Careful It’s Tepid (2009)

– Antique Seeking Nuns

Il precedente episodio in EP di questa band inglese si concludeva con una vocina surreale e demoniaca che pronunciava la frase “Careful! It’s Tepid” … eccolo, era proprio il titolo dell’ultimo episodio della trilogia. Data la brevità del lavoro (neppure 19 minuti!) la musica entra nel vivo direttamente e in maniera subitanea e ci presenta il migliore dei tre lavori di queste Suore dell’Antica Ricerca. Sei brani intriganti, ricchi di melodia pop che poggia su solidissime basi progressive di stampo zappiano. Un uso della metrica e della lirica che ha anche molto a che vedere con il Canterbury Sound, ma che possiede pure slanci di britpop primigeno (XTC, Specials, Interview, Monochrome Set) e di beat. Insomma una mistura veramente intrigante, che per le sue peculiarità diventa una summa di grande personalità.

Il suono si arricchisce ulteriormente: chitarre acustiche si intrecciano amabilmente alle molte e appassionanti percussioni toniche, i ritmi filano lisci, talvolta tracciando solo la linea a mo’ di metronomo, talvolta intricandosi, ma lasciando sempre una leggerezza di tocco splendida. Le linee vocali sono tra le cose più dolci, delicate e amabili che abbia sentito negli ultimi tempi, veramente indovinate e su tutto un basso preciso e spesso poderoso. Citando un paio dei cinque brani, occorre certo partire dalla notevolissima “Dead Cheese” uno strumentale dagli spazi incredibili se rapportati ai soli 3 minuti del brano e la conclusiva “Ointment For Flies”: un grande aquilone variopinto che vola con fermezza e decisione su trame tanto varie quanto intriganti, probabilmente il miglior episodio della trilogia.

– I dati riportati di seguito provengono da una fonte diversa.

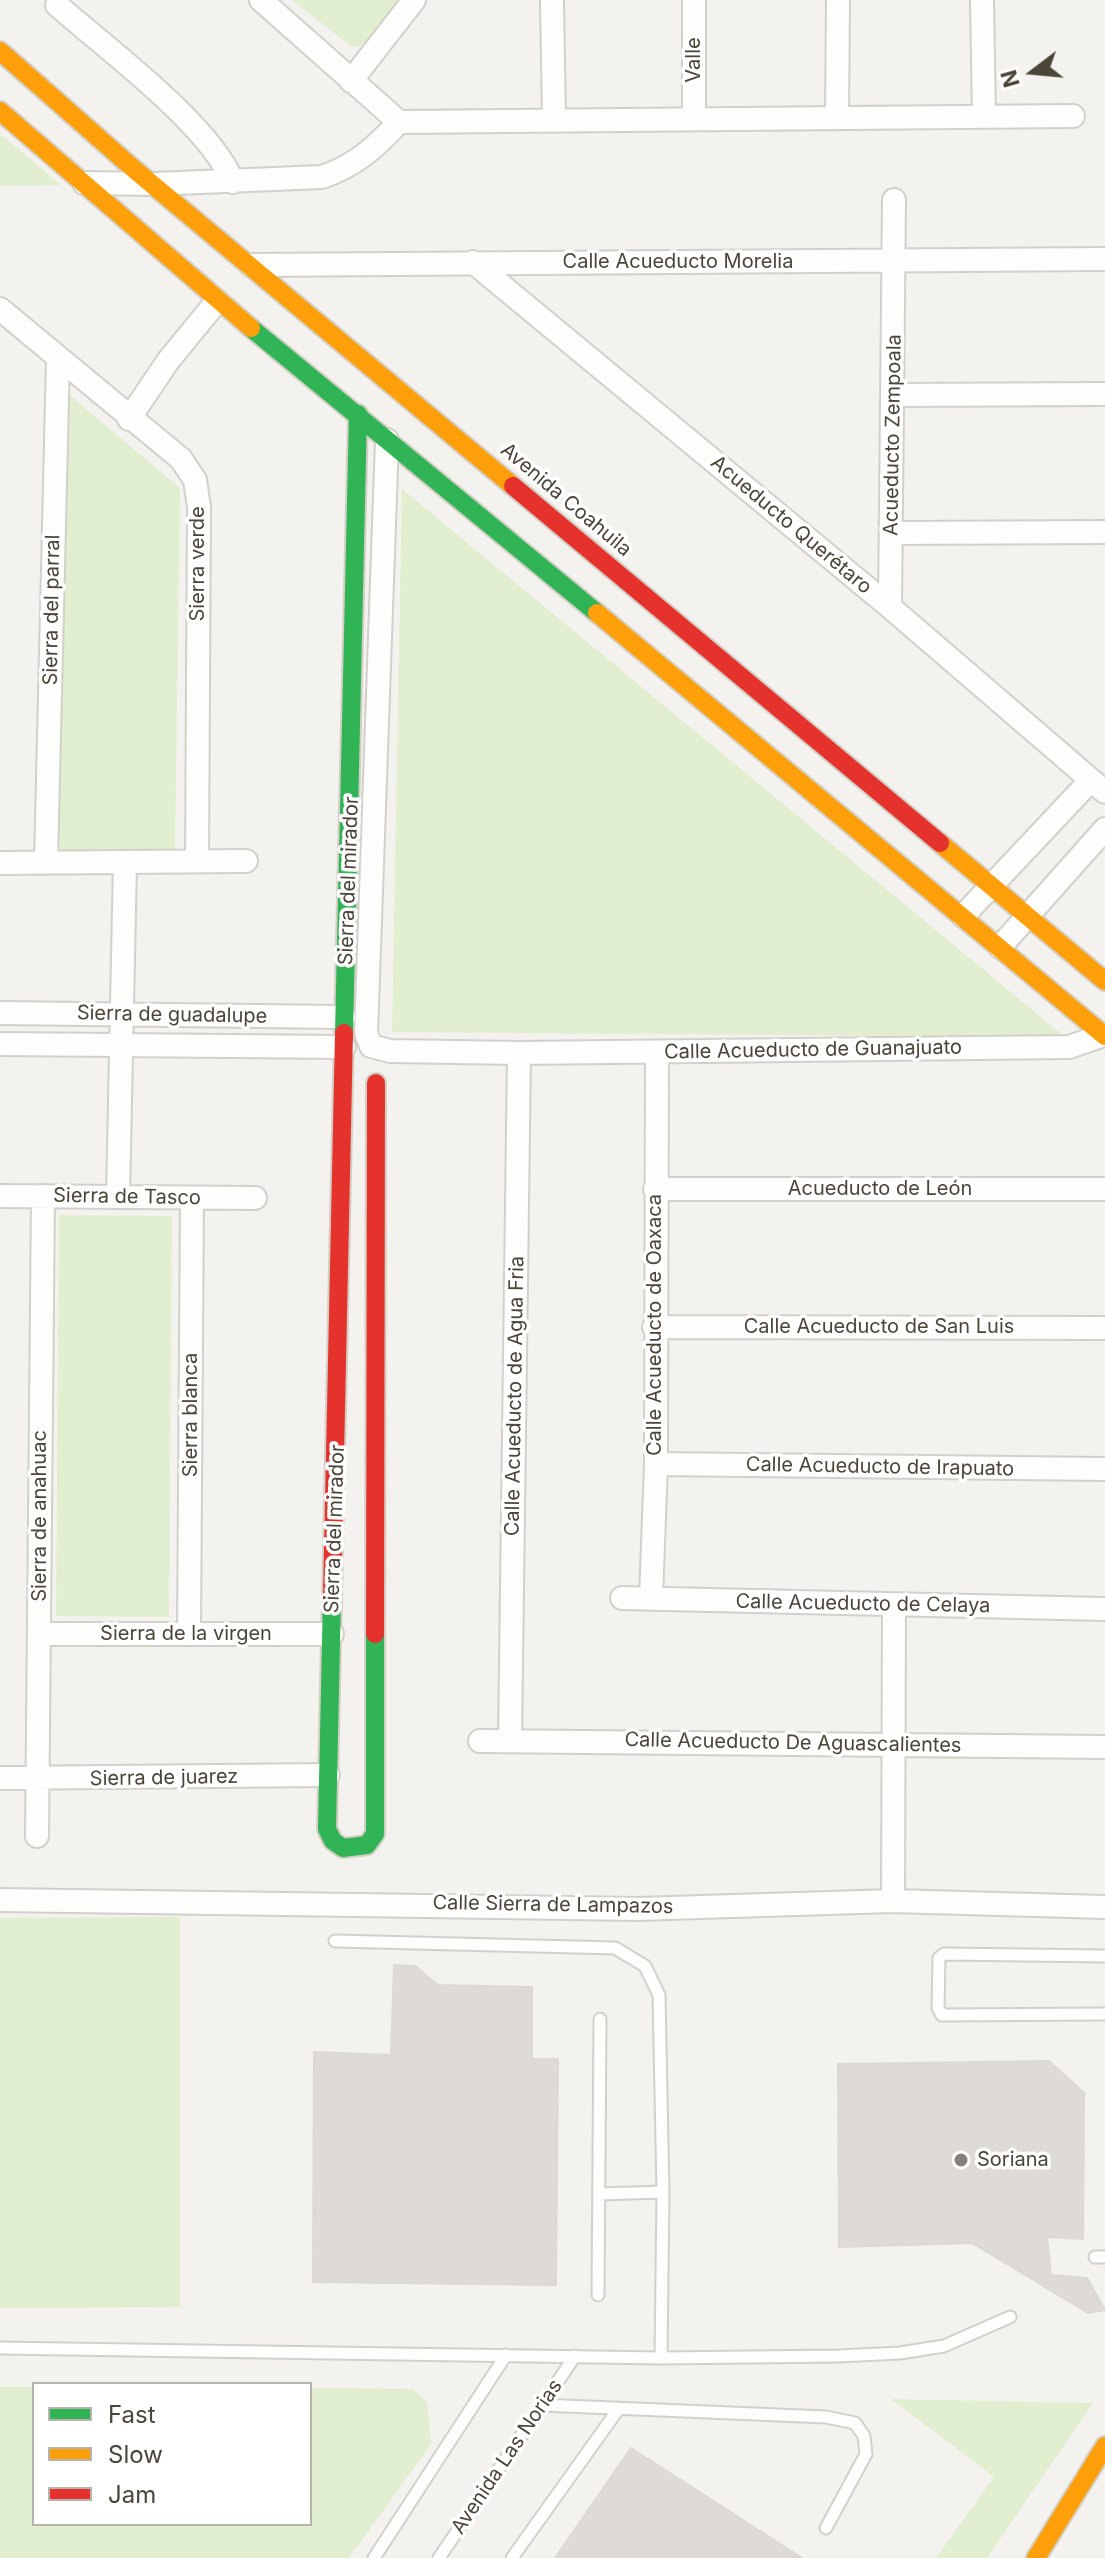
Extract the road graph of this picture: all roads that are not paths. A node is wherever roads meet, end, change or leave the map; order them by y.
1 (261, 0) edge
2 (414, 0) edge
3 (552, 0) edge
4 (694, 0) edge
5 (838, 0) edge
6 (982, 0) edge
7 (57, 5) dead end
8 (0, 51) edge
9 (351, 81) junction
10 (0, 111) edge
11 (1073, 116) dead end
12 (984, 117) junction
13 (837, 118) junction
14 (694, 119) junction
15 (554, 121) junction
16 (399, 122) junction
17 (233, 182) junction
18 (84, 183) junction
19 (154, 184) junction
20 (894, 200) dead end
21 (1105, 259) edge
22 (473, 262) junction
23 (894, 263) junction
24 (251, 265) junction
25 (217, 301) junction
26 (0, 309) edge
27 (58, 358) junction
28 (1105, 394) edge
29 (894, 395) junction
30 (358, 414) junction
31 (129, 419) junction
32 (387, 440) junction
33 (1105, 532) edge
34 (892, 533) junction
35 (890, 607) junction
36 (1098, 786) edge
37 (1105, 829) edge
38 (197, 861) junction
39 (246, 861) dead end
40 (46, 862) junction
41 (125, 862) junction
42 (0, 863) edge
43 (991, 887) junction
44 (963, 916) junction
45 (1027, 917) junction
46 (1000, 947) junction
47 (1105, 981) edge
48 (0, 1013) edge
49 (121, 1013) junction
50 (344, 1017) junction
51 (1104, 1036) edge
52 (0, 1044) edge
53 (371, 1046) joint
54 (121, 1047) junction
55 (344, 1047) junction
56 (657, 1052) junction
57 (519, 1053) junction
58 (376, 1083) dead end
59 (655, 1189) junction
60 (1105, 1189) edge
61 (0, 1196) edge
62 (43, 1196) junction
63 (118, 1197) junction
64 (192, 1198) junction
65 (255, 1198) dead end
66 (654, 1327) junction
67 (1105, 1328) edge
68 (340, 1338) junction
69 (374, 1341) junction
70 (656, 1464) junction
71 (1105, 1469) edge
72 (622, 1598) dead end
73 (651, 1598) junction
74 (894, 1607) junction
75 (1105, 1609) edge
76 (189, 1633) junction
77 (39, 1634) junction
78 (332, 1634) junction
79 (510, 1740) junction
80 (480, 1741) dead end
81 (893, 1745) junction
82 (1105, 1747) edge
83 (328, 1775) junction
84 (0, 1778) edge
85 (38, 1779) junction
86 (37, 1836) dead end
87 (0, 1900) edge
88 (893, 1901) junction
89 (1105, 1907) edge
90 (335, 1941) dead end
91 (1105, 1956) edge
92 (1105, 2014) edge
93 (600, 2019) dead end
94 (663, 2192) junction
95 (599, 2194) junction
96 (598, 2295) dead end
97 (1010, 2317) dead end
98 (0, 2348) edge
99 (506, 2355) junction
100 (575, 2356) junction
101 (661, 2358) junction
102 (541, 2405) junction
103 (617, 2411) junction
104 (1105, 2446) edge
105 (826, 2528) dead end
106 (374, 2558) edge
107 (439, 2558) edge
108 (512, 2558) edge
109 (1036, 2558) edge

1 - 9 street
2 - 9 street
3 - 15 street
4 - 14 street, Valle
5 - 13 street
6 - 12 street
7 - 17 street
8 - 19 street, Avenida Coahuila
9 - 16 street
10 - 18 street
11 - 12 street
12 - 13 street
13 - 14 street
14 - 15 street
15 - 16 street
16 - 17 street
17 - 19 street
18 - 19 street
18 - 25 street
19 - 24 street, Avenida Coahuila
20 - 23 street, Acueducto Zempoala
21 - 23 street, Calle Acueducto Morelia
22 - 23 street, Calle Acueducto Morelia
22 - 24 street, Calle Acueducto Morelia
22 - 35 street, Acueducto Querétaro
23 - 29 street, Acueducto Zempoala
24 - 43 street, Avenida Coahuila
25 - 30 street
25 - 31 street
26 - 27 street, Sierra verde
27 - 31 street, Sierra verde
27 - 40 street, Sierra del parral
28 - 29 street
29 - 34 street, Acueducto Zempoala
30 - 32 street
30 - 50 street, Sierra del mirador
31 - 38 street, Sierra verde
32 - 44 street
32 - 53 street, Sierra del mirador
33 - 34 street
34 - 35 street, Acueducto Zempoala
35 - 36 street, Acueducto Querétaro
36 - 43 street
37 - 45 street
38 - 39 street
38 - 41 street
40 - 41 street
40 - 42 street
41 - 49 street
43 - 44 street
43 - 45 street, Avenida Coahuila
44 - 46 street
45 - 46 street
45 - 47 street, Avenida Coahuila
46 - 51 street
48 - 49 street, Sierra de guadalupe
49 - 50 street, Sierra de guadalupe
49 - 54 street
50 - 55 street, Sierra del mirador
51 - 56 street, Calle Acueducto de Guanajuato
52 - 54 street, Sierra de guadalupe
53 - 57 street, Calle Acueducto de Guanajuato
54 - 55 street, Sierra de guadalupe
54 - 63 street
55 - 68 street, Sierra del mirador
56 - 57 street, Calle Acueducto de Guanajuato
56 - 59 street, Calle Acueducto de Oaxaca
57 - 79 street, Calle Acueducto de Agua Fria
58 - 69 street, Sierra del mirador
59 - 60 street, Acueducto de León
59 - 66 street, Calle Acueducto de Oaxaca
61 - 62 street, Sierra de Tasco
62 - 63 street, Sierra de Tasco
62 - 77 street, Sierra de anahuac
63 - 64 street, Sierra de Tasco
64 - 65 street, Sierra de Tasco
64 - 76 street, Sierra blanca
66 - 67 street, Calle Acueducto de San Luis
66 - 70 street, Calle Acueducto de Oaxaca
68 - 69 street
68 - 78 street, Sierra del mirador
69 - 83 street, Sierra del mirador
70 - 71 street, Calle Acueducto de Irapuato
70 - 73 street, Calle Acueducto de Oaxaca
72 - 73 street, Calle Acueducto de Celaya
73 - 74 street, Calle Acueducto de Celaya
74 - 75 street, Calle Acueducto de Celaya
74 - 81 street
76 - 77 street, Sierra de la virgen
76 - 78 street, Sierra de la virgen
77 - 85 street, Sierra de anahuac
78 - 83 street, Sierra del mirador
79 - 80 street, Calle Acueducto De Aguascalientes
79 - 81 street, Calle Acueducto De Aguascalientes
81 - 82 street, Calle Acueducto De Aguascalientes
81 - 88 street
83 - 85 street, Sierra de juarez
84 - 85 street, Sierra de juarez
85 - 86 street, Sierra de anahuac
87 - 88 street, Calle Sierra de Lampazos
88 - 89 street, Calle Sierra de Lampazos
90 - 94 lane
91 - 92 lane
93 - 95 lane
94 - 95 lane
94 - 101 lane
95 - 96 lane
97 - 101 lane
98 - 99 lane
99 - 100 lane
99 - 106 lane
100 - 101 lane
100 - 102 lane, Avenida Las Norias
102 - 103 lane
102 - 107 lane, Avenida Las Norias
103 - 105 lane
103 - 108 lane
104 - 109 street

L’interno del booklet è interamente dedicato alla storia della band e, purtroppo, lascia intendere che la vita del quartetto finisca con questo episodio, peccato perché un regolare CD con la forza di quest’ultimo EP, sarebbe stato un bonbon molto appetibile.
Pur limitato alla sua lunghezza, una delle cose più belle ascoltate quest’anno.